The ore.odmAI
function uses the Oracle Data Mining Minimum Description Length algorithm to calculate attribute importance. Attribute importance ranks attributes according to their significance in predicting a target.
Minimum Description Length (MDL) is an information theoretic model selection principle. It is an important concept in information theory (the study of the quantification of information) and in learning theory (the study of the capacity for generalization based on empirical data).
MDL assumes that the simplest, most compact representation of the data is the best and most probable explanation of the data.

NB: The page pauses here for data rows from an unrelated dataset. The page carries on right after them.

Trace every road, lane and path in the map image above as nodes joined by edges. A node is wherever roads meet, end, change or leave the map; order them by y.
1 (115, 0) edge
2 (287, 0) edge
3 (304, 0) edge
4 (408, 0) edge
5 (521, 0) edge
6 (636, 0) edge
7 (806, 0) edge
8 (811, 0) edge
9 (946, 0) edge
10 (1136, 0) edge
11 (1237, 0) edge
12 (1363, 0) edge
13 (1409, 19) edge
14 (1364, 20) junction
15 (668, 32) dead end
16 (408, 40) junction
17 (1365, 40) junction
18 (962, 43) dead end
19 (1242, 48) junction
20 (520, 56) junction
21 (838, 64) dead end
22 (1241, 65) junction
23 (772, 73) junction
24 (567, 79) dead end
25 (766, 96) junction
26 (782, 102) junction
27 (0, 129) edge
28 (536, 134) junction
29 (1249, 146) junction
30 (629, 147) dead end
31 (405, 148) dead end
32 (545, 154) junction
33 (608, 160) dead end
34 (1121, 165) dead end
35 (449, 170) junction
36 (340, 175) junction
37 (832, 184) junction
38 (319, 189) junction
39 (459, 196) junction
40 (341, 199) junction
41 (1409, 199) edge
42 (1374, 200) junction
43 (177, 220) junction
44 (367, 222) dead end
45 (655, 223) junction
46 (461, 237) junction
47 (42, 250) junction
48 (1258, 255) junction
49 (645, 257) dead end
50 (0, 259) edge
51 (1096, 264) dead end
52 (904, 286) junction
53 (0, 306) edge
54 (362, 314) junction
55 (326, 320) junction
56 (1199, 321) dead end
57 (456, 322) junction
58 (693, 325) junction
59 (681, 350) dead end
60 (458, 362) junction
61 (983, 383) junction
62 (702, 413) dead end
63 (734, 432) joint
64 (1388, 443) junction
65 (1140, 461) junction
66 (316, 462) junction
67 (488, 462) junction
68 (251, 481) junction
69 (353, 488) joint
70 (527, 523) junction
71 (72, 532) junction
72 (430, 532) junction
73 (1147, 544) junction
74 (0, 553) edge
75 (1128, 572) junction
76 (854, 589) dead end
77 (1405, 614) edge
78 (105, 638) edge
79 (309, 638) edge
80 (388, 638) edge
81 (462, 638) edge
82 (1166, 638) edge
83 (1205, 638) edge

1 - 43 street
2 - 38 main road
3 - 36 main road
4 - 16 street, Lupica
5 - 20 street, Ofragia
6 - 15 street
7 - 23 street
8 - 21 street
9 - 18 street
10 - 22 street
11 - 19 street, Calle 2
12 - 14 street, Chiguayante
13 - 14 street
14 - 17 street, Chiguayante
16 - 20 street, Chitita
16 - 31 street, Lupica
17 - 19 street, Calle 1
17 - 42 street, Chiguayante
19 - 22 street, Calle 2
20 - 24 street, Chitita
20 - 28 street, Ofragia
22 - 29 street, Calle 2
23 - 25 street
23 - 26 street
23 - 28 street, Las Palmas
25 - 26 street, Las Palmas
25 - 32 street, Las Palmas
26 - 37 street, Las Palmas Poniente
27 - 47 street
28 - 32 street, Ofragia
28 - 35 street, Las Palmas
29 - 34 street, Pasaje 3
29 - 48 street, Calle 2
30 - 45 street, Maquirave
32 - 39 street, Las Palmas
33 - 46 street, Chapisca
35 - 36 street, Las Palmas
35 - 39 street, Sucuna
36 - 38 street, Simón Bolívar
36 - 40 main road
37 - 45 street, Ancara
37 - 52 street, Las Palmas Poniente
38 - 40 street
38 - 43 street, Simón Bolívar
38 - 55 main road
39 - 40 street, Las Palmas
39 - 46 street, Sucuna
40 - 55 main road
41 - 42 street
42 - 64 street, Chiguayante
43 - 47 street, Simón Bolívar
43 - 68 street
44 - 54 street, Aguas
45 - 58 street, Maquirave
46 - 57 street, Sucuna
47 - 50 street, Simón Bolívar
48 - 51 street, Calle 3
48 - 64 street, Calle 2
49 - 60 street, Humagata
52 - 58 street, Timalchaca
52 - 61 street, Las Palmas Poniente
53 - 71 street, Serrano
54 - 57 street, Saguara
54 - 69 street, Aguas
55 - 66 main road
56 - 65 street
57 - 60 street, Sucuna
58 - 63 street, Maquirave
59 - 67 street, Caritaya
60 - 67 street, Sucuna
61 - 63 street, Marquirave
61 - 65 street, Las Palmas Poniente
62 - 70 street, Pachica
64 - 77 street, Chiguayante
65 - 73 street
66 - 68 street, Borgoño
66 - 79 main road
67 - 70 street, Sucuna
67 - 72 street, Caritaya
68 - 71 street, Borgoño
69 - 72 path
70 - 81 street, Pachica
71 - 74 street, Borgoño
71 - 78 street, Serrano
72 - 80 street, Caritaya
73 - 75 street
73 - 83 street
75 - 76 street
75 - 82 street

The MDL principle is used to build Oracle Data Mining attribute importance models.
Attribute Importance models built using Oracle Data Mining cannot be applied to new data.
The ore.odmAI
function produces a ranking of attributes and their importance values.
Note:
OREdm
AI models differ from Oracle Data Mining AI models in these ways: a model object is not retained, and an R model object is not returned. Only the importance ranking created by the model is returned.
For information on the ore.odmAI
function arguments, invoke help(ore.odmAI)
.
Example 4-9 Using the ore.odmAI Function
This example pushes the data.frame
iris
to the database as the ore.frame
iris_of
. The example then builds an attribute importance model.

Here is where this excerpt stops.